WORK TO COMPLETE: Please make an exact transcription of all the data that follows.

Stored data
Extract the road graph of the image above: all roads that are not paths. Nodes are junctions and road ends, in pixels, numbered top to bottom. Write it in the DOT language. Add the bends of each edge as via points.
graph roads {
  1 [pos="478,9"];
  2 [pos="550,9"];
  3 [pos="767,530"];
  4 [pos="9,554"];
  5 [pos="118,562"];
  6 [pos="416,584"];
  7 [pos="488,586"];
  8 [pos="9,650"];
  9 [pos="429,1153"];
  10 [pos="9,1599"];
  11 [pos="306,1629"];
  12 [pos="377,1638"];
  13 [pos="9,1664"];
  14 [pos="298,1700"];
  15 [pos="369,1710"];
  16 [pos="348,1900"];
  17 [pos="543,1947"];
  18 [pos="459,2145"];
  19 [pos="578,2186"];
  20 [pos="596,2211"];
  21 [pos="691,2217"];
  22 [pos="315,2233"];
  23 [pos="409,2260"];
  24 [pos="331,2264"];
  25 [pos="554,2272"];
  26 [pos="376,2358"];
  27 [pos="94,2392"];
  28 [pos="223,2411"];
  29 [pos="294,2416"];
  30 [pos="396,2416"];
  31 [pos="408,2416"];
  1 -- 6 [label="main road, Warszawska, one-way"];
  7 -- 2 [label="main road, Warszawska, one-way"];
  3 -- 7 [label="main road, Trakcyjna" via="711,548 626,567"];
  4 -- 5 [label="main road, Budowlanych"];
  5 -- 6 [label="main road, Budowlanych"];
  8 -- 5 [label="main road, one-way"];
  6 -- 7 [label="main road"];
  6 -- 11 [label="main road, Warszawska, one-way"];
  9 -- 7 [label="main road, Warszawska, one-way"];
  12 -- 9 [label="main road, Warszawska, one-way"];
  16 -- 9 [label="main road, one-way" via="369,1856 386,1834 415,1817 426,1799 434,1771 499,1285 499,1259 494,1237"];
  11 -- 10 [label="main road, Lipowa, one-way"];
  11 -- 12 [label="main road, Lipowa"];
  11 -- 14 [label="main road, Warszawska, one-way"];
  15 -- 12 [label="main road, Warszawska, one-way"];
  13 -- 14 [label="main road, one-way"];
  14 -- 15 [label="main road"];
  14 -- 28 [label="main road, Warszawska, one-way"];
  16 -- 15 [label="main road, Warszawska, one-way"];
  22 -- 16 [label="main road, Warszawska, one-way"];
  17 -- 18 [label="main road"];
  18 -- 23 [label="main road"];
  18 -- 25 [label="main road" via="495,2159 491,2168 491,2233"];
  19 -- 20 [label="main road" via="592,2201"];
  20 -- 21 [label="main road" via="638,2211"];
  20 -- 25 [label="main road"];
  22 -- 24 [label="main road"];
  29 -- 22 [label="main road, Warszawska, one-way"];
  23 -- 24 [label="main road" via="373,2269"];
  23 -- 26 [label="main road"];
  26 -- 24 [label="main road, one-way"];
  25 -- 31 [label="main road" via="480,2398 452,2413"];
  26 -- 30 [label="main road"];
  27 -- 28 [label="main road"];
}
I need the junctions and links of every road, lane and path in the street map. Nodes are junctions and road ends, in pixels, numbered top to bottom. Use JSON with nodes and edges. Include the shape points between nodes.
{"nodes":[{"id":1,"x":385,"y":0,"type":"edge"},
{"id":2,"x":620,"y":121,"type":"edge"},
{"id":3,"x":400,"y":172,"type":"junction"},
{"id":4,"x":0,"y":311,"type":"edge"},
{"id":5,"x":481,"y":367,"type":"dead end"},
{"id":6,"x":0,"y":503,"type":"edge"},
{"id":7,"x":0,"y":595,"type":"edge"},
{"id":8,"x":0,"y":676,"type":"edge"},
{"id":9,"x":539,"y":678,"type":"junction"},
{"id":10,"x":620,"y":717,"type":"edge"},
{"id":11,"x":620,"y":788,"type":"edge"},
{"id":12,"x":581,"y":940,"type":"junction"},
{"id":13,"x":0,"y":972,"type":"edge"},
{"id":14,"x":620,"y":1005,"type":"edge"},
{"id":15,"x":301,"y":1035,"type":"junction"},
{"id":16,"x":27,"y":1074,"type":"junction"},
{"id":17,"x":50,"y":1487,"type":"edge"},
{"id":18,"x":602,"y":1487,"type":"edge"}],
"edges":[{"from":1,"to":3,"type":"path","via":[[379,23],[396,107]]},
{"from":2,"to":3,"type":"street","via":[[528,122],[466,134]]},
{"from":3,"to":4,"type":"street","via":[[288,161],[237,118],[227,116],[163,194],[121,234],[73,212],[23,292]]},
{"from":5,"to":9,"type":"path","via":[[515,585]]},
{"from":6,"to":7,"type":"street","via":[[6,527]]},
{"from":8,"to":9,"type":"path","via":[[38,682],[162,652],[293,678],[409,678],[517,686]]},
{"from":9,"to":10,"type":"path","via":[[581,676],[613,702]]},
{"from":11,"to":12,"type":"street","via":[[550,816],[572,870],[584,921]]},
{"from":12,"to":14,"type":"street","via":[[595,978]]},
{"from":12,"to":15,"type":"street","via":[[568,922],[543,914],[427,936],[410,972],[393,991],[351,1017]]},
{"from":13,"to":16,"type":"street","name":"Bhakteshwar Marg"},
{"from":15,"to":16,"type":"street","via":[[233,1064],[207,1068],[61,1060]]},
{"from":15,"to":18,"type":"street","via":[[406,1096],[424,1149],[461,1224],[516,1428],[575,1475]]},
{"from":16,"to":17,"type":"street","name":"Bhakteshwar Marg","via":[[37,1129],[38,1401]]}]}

ANSWER TO THIS EXERCISE:
Extract the road graph of the image above: all roads that are not paths. Nodes are junctions and road ends, in pixels, numbered top to bottom. Write it in the DOT language. Add the bends of each edge as via points.
graph roads {
  1 [pos="478,9"];
  2 [pos="550,9"];
  3 [pos="767,530"];
  4 [pos="9,554"];
  5 [pos="118,562"];
  6 [pos="416,584"];
  7 [pos="488,586"];
  8 [pos="9,650"];
  9 [pos="429,1153"];
  10 [pos="9,1599"];
  11 [pos="306,1629"];
  12 [pos="377,1638"];
  13 [pos="9,1664"];
  14 [pos="298,1700"];
  15 [pos="369,1710"];
  16 [pos="348,1900"];
  17 [pos="543,1947"];
  18 [pos="459,2145"];
  19 [pos="578,2186"];
  20 [pos="596,2211"];
  21 [pos="691,2217"];
  22 [pos="315,2233"];
  23 [pos="409,2260"];
  24 [pos="331,2264"];
  25 [pos="554,2272"];
  26 [pos="376,2358"];
  27 [pos="94,2392"];
  28 [pos="223,2411"];
  29 [pos="294,2416"];
  30 [pos="396,2416"];
  31 [pos="408,2416"];
  1 -- 6 [label="main road, Warszawska, one-way"];
  7 -- 2 [label="main road, Warszawska, one-way"];
  3 -- 7 [label="main road, Trakcyjna" via="711,548 626,567"];
  4 -- 5 [label="main road, Budowlanych"];
  5 -- 6 [label="main road, Budowlanych"];
  8 -- 5 [label="main road, one-way"];
  6 -- 7 [label="main road"];
  6 -- 11 [label="main road, Warszawska, one-way"];
  9 -- 7 [label="main road, Warszawska, one-way"];
  12 -- 9 [label="main road, Warszawska, one-way"];
  16 -- 9 [label="main road, one-way" via="369,1856 386,1834 415,1817 426,1799 434,1771 499,1285 499,1259 494,1237"];
  11 -- 10 [label="main road, Lipowa, one-way"];
  11 -- 12 [label="main road, Lipowa"];
  11 -- 14 [label="main road, Warszawska, one-way"];
  15 -- 12 [label="main road, Warszawska, one-way"];
  13 -- 14 [label="main road, one-way"];
  14 -- 15 [label="main road"];
  14 -- 28 [label="main road, Warszawska, one-way"];
  16 -- 15 [label="main road, Warszawska, one-way"];
  22 -- 16 [label="main road, Warszawska, one-way"];
  17 -- 18 [label="main road"];
  18 -- 23 [label="main road"];
  18 -- 25 [label="main road" via="495,2159 491,2168 491,2233"];
  19 -- 20 [label="main road" via="592,2201"];
  20 -- 21 [label="main road" via="638,2211"];
  20 -- 25 [label="main road"];
  22 -- 24 [label="main road"];
  29 -- 22 [label="main road, Warszawska, one-way"];
  23 -- 24 [label="main road" via="373,2269"];
  23 -- 26 [label="main road"];
  26 -- 24 [label="main road, one-way"];
  25 -- 31 [label="main road" via="480,2398 452,2413"];
  26 -- 30 [label="main road"];
  27 -- 28 [label="main road"];
}
I need the junctions and links of every road, lane and path in the street map. Nodes are junctions and road ends, in pixels, numbered top to bottom. Use JSON with nodes and edges. Include the shape points between nodes.
{"nodes":[{"id":1,"x":385,"y":0,"type":"edge"},
{"id":2,"x":620,"y":121,"type":"edge"},
{"id":3,"x":400,"y":172,"type":"junction"},
{"id":4,"x":0,"y":311,"type":"edge"},
{"id":5,"x":481,"y":367,"type":"dead end"},
{"id":6,"x":0,"y":503,"type":"edge"},
{"id":7,"x":0,"y":595,"type":"edge"},
{"id":8,"x":0,"y":676,"type":"edge"},
{"id":9,"x":539,"y":678,"type":"junction"},
{"id":10,"x":620,"y":717,"type":"edge"},
{"id":11,"x":620,"y":788,"type":"edge"},
{"id":12,"x":581,"y":940,"type":"junction"},
{"id":13,"x":0,"y":972,"type":"edge"},
{"id":14,"x":620,"y":1005,"type":"edge"},
{"id":15,"x":301,"y":1035,"type":"junction"},
{"id":16,"x":27,"y":1074,"type":"junction"},
{"id":17,"x":50,"y":1487,"type":"edge"},
{"id":18,"x":602,"y":1487,"type":"edge"}],
"edges":[{"from":1,"to":3,"type":"path","via":[[379,23],[396,107]]},
{"from":2,"to":3,"type":"street","via":[[528,122],[466,134]]},
{"from":3,"to":4,"type":"street","via":[[288,161],[237,118],[227,116],[163,194],[121,234],[73,212],[23,292]]},
{"from":5,"to":9,"type":"path","via":[[515,585]]},
{"from":6,"to":7,"type":"street","via":[[6,527]]},
{"from":8,"to":9,"type":"path","via":[[38,682],[162,652],[293,678],[409,678],[517,686]]},
{"from":9,"to":10,"type":"path","via":[[581,676],[613,702]]},
{"from":11,"to":12,"type":"street","via":[[550,816],[572,870],[584,921]]},
{"from":12,"to":14,"type":"street","via":[[595,978]]},
{"from":12,"to":15,"type":"street","via":[[568,922],[543,914],[427,936],[410,972],[393,991],[351,1017]]},
{"from":13,"to":16,"type":"street","name":"Bhakteshwar Marg"},
{"from":15,"to":16,"type":"street","via":[[233,1064],[207,1068],[61,1060]]},
{"from":15,"to":18,"type":"street","via":[[406,1096],[424,1149],[461,1224],[516,1428],[575,1475]]},
{"from":16,"to":17,"type":"street","name":"Bhakteshwar Marg","via":[[37,1129],[38,1401]]}]}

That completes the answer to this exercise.